A ragged troupe headed by Aleksandr Muzykantskii, a Gosstroi engineer and friend of Lev Sukhanov, ran the campaign. Several were to stick with Yeltsin afterward. Valerii Bortsov, a junior apparatchik in the south Russian city of Rostov, took the train to Moscow in January to offer his services. He got a meeting with Yeltsin, who decided to make him an unpaid assistant. At a rally in February, Yeltsin teasingly asked Valentina Lantseva, a Pravda correspondent from Kazakhstan who was carrying a basket of flowers she had bought for her husband’s birthday, if they were for him. They struck up a conversation and exchanged telephone numbers. Three days later, she agreed to be his press spokesperson, also without pay.53

Yeltsin’s campaign brochure, “Perestroika Will Bring Changes,” came out on March 21, only five days before the vote. Yeltsin posters were pasted in apartment stairwells, on lampposts, and at public-transit stops. A committee of activists in nineteen factories and institutes spread the word at the workplace level.54 Digging for the public-speaking skills honed in Sverdlovsk and the Moscow gorkom, Yeltsin darted across the city, giving several talks daily and answering reams of questions, town meeting–style. The crowds in parks, hockey arenas, and stadiums reached into the tens of thousands by the last week. Many fans wore sandwich-boards, had “Fight, Boris!” (Boris’, Boris!) buttons on their lapels, or carried hand-lettered signs blaring “Hands Off of Yeltsin,” “Boris Is Right,” “We Are with You, Comrade Yeltsin,” “Not the People for Socialism but Socialism for the People.” Yeltsin lapped up the attention. His war cry was the “struggle for justice” and against moribund practices and privilege. Bill Keller of the New York Times caught the flavor of an open-air rally in front of 7,000 shivering urbanites:

Mr. Yeltsin has a rapport with an audience that is rarely seen in Soviet politics and is a bit frightening even to some of his supporters. Today the crowd greeted him with an outpouring of protective emotion, warning him not to risk trouble by answering “provocative” questions passed up to him from the crowd, and at one point ordering him to put on his fur cap so he would not catch cold in the rising breeze. He did.

He has turned the party’s attacks on him to his advantage, using them to underline his underdog status and his bond with the common man. That is now part of Mr. Yeltsin’s standard speech, along with populist demands that the bigshots give up their privileges, that the people be allowed to decide issues by referendum, and that the Communist Party be brought under the control of an elected government.55

All appearances concluded with Yeltsin clapping his hands, then clasping them in front of his forehead and wagging them in the direction of the audience.
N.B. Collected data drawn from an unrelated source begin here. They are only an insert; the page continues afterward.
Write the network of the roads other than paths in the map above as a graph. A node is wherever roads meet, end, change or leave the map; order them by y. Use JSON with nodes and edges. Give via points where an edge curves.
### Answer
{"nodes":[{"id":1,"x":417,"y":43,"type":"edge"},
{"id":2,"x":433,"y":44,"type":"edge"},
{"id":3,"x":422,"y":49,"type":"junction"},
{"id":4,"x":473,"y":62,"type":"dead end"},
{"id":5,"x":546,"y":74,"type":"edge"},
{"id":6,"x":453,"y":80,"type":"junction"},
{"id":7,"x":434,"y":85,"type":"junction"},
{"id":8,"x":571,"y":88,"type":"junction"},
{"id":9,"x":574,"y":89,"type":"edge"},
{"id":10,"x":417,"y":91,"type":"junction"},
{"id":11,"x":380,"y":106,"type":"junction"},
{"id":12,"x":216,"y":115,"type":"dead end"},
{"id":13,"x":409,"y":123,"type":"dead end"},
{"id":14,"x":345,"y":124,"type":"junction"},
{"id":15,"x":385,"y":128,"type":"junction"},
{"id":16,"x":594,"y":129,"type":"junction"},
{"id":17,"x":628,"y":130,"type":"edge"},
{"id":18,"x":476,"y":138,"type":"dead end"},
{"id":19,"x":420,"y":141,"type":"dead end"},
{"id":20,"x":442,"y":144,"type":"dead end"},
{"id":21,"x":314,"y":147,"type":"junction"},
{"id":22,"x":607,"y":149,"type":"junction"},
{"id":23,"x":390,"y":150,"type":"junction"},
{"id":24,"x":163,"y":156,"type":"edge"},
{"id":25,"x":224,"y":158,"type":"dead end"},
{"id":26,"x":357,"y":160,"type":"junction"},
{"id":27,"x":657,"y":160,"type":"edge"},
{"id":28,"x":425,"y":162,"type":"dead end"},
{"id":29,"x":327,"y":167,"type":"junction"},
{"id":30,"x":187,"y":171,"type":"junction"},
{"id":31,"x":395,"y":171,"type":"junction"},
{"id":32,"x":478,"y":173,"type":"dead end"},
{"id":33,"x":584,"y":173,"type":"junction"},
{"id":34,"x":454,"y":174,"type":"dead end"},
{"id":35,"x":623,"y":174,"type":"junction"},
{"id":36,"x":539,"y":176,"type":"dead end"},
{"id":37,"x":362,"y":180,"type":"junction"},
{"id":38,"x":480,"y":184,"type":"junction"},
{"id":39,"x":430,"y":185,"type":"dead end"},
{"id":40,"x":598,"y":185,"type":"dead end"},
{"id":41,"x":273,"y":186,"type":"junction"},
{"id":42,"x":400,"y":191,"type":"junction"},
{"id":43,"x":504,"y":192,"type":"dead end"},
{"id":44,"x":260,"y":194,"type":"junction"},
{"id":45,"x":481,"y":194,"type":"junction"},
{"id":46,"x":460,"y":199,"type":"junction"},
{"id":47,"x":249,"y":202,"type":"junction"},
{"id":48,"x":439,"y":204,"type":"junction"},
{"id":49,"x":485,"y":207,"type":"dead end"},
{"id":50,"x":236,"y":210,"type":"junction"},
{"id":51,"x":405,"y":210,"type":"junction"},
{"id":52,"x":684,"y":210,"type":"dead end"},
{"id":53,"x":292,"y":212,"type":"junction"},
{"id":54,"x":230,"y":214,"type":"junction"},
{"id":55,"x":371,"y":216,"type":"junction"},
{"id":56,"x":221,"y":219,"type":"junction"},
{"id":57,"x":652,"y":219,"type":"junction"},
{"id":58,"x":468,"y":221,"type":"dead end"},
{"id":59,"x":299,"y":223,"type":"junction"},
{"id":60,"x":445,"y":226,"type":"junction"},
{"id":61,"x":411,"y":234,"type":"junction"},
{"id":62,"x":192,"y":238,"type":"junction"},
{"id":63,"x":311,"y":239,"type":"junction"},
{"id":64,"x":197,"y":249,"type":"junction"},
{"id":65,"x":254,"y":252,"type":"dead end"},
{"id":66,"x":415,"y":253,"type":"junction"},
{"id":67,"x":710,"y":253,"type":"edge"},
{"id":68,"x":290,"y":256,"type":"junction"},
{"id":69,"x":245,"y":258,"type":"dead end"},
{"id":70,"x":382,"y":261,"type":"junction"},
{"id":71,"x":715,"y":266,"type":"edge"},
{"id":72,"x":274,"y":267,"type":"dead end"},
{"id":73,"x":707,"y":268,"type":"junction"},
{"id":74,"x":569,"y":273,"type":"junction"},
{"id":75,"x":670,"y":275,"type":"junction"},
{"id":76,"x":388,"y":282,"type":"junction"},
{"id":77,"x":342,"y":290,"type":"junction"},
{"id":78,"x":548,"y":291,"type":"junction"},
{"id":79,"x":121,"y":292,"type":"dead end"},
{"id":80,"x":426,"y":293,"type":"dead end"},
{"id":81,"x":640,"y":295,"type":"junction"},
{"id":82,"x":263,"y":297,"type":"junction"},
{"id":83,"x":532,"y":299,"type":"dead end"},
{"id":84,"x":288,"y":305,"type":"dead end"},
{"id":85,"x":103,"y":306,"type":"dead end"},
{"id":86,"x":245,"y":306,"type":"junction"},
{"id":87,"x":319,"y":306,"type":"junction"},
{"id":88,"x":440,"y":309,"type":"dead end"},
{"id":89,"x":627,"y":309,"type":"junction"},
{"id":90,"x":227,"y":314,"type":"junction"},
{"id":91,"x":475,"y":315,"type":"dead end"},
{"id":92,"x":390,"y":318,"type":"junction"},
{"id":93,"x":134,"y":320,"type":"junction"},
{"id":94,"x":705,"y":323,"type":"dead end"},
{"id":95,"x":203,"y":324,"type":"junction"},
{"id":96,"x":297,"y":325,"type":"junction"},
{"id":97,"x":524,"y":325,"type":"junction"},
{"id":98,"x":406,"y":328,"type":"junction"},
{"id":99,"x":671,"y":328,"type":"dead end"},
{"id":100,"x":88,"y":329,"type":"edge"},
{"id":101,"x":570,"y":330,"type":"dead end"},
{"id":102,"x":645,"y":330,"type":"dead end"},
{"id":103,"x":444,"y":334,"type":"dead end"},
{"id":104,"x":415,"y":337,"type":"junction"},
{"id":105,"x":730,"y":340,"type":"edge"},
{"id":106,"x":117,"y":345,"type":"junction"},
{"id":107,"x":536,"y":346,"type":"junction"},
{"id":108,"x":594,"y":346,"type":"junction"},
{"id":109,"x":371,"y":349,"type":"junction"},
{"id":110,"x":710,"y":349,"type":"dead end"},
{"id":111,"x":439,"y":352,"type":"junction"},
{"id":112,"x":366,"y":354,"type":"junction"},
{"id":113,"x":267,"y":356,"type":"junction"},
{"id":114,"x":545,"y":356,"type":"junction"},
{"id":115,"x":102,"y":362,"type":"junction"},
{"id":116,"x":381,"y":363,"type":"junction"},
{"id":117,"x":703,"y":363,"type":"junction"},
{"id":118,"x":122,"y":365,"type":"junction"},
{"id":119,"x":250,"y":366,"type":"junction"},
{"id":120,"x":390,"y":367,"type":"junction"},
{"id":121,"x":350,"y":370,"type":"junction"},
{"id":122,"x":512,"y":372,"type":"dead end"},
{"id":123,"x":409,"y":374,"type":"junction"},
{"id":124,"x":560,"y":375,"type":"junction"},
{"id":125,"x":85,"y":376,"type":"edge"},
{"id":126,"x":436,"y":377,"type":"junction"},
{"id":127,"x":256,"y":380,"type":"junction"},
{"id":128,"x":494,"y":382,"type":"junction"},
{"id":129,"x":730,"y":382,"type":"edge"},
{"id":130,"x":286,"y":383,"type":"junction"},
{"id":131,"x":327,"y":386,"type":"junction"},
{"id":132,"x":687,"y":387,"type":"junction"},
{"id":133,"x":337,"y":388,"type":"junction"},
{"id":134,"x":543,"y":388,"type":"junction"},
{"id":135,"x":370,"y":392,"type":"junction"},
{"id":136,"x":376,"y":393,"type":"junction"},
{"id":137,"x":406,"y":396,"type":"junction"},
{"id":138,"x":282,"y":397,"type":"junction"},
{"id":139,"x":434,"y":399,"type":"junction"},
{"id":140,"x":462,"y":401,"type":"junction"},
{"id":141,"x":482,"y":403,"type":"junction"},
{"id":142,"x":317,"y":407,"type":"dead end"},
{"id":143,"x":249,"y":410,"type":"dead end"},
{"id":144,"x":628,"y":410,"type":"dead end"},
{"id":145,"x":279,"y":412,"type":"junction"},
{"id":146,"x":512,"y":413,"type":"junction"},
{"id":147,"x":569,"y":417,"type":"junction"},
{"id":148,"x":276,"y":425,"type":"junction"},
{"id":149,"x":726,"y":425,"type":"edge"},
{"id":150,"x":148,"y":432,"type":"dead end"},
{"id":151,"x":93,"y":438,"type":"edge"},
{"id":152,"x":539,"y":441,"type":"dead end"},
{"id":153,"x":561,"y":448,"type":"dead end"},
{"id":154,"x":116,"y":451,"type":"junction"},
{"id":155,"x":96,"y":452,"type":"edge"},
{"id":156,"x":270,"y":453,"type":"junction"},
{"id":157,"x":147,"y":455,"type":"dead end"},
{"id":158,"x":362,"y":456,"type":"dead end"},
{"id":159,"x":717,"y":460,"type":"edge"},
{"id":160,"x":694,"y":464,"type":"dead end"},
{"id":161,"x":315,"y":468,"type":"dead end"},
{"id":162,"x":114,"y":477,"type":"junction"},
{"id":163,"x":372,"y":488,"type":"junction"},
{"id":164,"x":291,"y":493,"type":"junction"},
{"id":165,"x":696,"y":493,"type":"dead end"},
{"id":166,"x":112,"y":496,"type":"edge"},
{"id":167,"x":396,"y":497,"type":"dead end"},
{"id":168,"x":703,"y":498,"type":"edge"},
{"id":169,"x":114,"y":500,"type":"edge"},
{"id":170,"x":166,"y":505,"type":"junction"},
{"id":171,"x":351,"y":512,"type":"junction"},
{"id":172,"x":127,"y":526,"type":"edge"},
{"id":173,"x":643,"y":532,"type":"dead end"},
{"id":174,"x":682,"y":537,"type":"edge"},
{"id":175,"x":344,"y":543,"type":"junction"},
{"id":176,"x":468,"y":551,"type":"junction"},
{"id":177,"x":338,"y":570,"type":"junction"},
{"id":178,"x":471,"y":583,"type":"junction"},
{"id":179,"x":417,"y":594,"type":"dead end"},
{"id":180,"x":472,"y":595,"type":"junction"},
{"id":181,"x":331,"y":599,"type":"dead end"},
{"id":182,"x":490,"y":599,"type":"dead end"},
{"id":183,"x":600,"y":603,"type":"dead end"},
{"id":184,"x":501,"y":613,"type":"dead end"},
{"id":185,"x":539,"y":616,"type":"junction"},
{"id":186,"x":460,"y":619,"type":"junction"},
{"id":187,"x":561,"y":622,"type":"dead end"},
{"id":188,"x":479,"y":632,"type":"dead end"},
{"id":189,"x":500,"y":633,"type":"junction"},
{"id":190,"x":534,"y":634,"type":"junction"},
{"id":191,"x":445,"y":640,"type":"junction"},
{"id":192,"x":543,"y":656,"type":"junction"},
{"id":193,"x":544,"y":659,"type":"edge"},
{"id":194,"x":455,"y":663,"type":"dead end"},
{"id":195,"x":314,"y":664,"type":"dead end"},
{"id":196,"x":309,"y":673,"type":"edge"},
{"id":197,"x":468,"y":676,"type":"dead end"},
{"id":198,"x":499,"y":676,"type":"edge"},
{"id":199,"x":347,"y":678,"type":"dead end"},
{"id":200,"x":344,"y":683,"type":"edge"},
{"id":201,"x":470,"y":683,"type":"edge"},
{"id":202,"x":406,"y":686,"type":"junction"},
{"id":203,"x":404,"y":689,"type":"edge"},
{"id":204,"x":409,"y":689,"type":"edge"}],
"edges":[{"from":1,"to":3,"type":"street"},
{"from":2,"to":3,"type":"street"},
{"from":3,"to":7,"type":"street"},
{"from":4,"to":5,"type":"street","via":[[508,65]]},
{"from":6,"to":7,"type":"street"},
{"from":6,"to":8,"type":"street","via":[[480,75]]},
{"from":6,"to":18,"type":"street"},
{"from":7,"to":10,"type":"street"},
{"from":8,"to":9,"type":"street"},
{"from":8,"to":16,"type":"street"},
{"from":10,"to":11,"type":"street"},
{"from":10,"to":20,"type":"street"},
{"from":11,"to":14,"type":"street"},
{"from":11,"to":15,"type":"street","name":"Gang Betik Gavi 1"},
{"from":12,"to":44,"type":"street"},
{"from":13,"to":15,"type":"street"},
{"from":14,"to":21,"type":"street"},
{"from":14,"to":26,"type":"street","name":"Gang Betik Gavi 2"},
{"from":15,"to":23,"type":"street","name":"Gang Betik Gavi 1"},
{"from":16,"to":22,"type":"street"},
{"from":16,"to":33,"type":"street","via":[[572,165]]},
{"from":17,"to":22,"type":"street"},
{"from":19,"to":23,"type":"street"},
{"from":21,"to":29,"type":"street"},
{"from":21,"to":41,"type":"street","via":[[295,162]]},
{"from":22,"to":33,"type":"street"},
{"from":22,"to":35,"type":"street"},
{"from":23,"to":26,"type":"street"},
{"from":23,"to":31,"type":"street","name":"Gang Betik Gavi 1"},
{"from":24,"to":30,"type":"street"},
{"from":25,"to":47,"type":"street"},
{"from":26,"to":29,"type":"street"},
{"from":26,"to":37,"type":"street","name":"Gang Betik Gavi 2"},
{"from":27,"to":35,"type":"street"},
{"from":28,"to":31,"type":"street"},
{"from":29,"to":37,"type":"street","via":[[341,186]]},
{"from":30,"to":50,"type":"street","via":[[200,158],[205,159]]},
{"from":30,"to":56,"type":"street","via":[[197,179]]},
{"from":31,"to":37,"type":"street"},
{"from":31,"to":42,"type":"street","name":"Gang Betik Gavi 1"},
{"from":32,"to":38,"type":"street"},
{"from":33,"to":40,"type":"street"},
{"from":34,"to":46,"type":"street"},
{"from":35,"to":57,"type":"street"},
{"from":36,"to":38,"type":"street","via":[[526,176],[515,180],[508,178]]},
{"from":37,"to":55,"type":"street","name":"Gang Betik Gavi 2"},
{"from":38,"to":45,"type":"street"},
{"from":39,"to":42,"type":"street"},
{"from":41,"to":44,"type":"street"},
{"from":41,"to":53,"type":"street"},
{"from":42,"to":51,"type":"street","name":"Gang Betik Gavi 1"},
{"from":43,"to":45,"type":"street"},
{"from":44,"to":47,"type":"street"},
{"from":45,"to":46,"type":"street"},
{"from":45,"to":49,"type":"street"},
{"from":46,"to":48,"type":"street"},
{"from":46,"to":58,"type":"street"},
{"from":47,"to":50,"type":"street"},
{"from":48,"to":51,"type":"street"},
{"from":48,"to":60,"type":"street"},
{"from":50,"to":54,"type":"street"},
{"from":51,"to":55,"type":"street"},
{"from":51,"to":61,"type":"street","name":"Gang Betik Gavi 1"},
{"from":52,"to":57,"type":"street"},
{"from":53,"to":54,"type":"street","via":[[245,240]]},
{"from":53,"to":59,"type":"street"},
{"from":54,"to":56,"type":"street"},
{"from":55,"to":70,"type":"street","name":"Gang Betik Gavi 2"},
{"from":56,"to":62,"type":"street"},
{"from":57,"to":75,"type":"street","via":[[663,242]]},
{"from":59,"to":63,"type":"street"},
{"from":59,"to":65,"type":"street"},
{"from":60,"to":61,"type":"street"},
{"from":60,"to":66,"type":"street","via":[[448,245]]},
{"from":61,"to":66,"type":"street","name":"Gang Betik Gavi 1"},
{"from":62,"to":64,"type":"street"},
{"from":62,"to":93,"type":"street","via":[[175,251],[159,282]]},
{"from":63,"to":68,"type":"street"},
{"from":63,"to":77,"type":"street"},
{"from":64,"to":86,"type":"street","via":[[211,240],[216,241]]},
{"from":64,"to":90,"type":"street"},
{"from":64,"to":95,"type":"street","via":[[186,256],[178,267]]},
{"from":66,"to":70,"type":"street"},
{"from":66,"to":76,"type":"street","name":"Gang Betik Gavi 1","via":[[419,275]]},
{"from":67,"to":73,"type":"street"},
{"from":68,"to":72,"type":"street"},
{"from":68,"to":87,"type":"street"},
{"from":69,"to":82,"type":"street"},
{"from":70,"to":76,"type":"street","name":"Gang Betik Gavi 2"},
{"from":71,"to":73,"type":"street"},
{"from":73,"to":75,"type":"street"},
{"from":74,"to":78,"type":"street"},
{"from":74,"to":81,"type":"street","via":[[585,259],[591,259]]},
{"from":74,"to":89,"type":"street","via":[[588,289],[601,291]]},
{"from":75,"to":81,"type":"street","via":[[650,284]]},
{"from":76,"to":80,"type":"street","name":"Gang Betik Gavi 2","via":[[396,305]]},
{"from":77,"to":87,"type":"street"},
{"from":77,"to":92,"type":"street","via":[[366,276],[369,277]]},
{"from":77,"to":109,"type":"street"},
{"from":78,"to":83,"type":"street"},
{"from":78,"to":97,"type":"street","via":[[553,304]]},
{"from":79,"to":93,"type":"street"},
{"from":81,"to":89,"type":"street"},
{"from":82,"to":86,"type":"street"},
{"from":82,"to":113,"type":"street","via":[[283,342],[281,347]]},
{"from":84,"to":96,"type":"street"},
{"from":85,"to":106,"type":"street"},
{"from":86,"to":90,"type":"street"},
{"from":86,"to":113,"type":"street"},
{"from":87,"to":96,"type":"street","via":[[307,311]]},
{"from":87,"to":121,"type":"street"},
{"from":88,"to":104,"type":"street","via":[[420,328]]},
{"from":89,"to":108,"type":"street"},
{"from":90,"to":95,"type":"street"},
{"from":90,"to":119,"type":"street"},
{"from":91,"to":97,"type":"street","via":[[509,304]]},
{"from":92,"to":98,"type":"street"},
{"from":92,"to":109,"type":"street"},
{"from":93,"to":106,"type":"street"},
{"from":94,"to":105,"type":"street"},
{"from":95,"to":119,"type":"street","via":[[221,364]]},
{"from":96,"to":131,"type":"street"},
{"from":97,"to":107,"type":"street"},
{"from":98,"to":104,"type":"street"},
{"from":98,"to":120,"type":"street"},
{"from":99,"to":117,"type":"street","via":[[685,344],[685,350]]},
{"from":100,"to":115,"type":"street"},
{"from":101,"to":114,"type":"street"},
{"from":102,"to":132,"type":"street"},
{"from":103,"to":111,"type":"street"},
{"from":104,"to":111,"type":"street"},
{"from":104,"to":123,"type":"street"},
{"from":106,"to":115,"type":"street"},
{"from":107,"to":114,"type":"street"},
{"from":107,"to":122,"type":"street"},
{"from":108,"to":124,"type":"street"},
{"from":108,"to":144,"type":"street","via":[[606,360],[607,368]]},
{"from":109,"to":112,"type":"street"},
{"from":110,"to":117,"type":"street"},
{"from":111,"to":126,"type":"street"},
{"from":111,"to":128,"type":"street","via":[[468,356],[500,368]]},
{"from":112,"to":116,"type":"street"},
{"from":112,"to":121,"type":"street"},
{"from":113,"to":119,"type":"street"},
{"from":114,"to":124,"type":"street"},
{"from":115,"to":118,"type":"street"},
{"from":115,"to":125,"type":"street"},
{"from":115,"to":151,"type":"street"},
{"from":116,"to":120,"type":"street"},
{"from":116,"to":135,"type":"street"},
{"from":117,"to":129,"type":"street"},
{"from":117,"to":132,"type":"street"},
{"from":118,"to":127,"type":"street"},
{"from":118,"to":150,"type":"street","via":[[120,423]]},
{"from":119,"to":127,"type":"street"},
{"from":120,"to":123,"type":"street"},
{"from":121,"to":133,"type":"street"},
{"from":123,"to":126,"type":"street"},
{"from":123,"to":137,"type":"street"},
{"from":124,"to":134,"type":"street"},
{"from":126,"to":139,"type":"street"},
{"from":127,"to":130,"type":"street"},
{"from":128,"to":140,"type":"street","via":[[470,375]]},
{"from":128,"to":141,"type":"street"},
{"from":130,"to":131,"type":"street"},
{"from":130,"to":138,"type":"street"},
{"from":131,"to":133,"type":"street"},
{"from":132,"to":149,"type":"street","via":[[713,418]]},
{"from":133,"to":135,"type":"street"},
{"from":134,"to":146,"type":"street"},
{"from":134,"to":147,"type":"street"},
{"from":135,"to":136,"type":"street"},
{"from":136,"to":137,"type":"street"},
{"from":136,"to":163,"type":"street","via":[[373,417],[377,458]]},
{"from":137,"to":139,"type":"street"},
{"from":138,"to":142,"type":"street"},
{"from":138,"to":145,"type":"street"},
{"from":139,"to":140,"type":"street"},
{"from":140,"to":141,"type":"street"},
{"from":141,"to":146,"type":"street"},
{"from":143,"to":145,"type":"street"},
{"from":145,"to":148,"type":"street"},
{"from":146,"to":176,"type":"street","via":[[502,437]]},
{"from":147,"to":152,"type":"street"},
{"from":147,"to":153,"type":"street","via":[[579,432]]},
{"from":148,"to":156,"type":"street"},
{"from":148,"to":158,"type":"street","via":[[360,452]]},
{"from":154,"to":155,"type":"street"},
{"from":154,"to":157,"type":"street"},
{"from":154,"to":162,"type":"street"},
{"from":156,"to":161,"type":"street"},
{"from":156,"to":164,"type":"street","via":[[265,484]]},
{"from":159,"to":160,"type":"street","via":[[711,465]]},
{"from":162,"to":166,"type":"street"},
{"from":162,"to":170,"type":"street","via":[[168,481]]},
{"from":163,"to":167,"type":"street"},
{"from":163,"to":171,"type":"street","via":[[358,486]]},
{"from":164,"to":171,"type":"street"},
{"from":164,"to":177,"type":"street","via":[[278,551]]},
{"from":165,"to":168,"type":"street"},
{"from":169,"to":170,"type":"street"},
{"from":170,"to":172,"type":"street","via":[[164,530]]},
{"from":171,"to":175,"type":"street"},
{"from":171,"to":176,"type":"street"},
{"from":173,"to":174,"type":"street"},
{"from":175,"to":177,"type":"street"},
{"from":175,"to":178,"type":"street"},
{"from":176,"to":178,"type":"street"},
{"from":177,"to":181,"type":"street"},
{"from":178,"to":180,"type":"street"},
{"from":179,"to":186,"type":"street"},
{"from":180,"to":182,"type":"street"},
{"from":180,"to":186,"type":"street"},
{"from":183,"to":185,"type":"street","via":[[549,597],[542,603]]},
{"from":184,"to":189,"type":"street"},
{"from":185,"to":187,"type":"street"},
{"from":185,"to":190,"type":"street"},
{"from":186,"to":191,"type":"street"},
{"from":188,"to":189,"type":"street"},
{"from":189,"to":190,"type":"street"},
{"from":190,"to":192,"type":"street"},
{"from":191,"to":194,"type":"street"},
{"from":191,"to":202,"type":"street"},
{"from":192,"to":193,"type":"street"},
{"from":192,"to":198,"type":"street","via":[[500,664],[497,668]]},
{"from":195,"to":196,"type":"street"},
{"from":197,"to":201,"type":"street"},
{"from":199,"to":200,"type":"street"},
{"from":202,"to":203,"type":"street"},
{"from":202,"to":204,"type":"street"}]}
Yeltsin’s one opponent was the old-line director of the ZIL auto plant, Yevgenii Brakov; more than twenty potential candidates, including Politburo member Vitalii Vorotnikov, withdrew. Brakov made an ideal personal foil, but Yeltsin sanctimoniously refused to stoop to unsportsmanlike “American” methods. Planted questions—asking him to explain, for instance, the Ipat’ev House demolition in Sverdlovsk or how his daughter Yelena had been issued a nomenklatura apartment in 1987—caused him heartburn but were lost in the shuffle.56 And the party’s dirty tricks—defacing Yeltsin signs, cooking up pro-Brakov letters to Moskovskaya pravda, sending claques to Brakov rallies—backfired and played into his David-versus-Goliath image. In early March, the long-delayed publication in a CPSU journal of the record of the October 1987 plenum was manna from heaven. Vitalii Tret’yakov, who would eventually repent of his support, gushed that the transcript showed Yeltsin to be prescient (“he alone said yesterday what everyone is discussing now”), an information democrat (“the destroyer of secrets always ingratiates people”), and civic-minded (he “is not fighting for power for his own sake”).57 Ten days before the election, the Central Committee took the misguided decision to impanel a commission, chaired by Politburo member Vadim Medvedev, to see if Yeltsin had deviated from the Communist Party line. The three largest rallies of the race—and the largest public gatherings in Moscow since the 1917 revolution—were called to protest the commission, which was to be quietly dropped in May. Yeltsin gauged it and the ersatz letters to the editor (Lantseva showed many were counterfeit) to have fattened his vote total by 15 to 20 percentage points.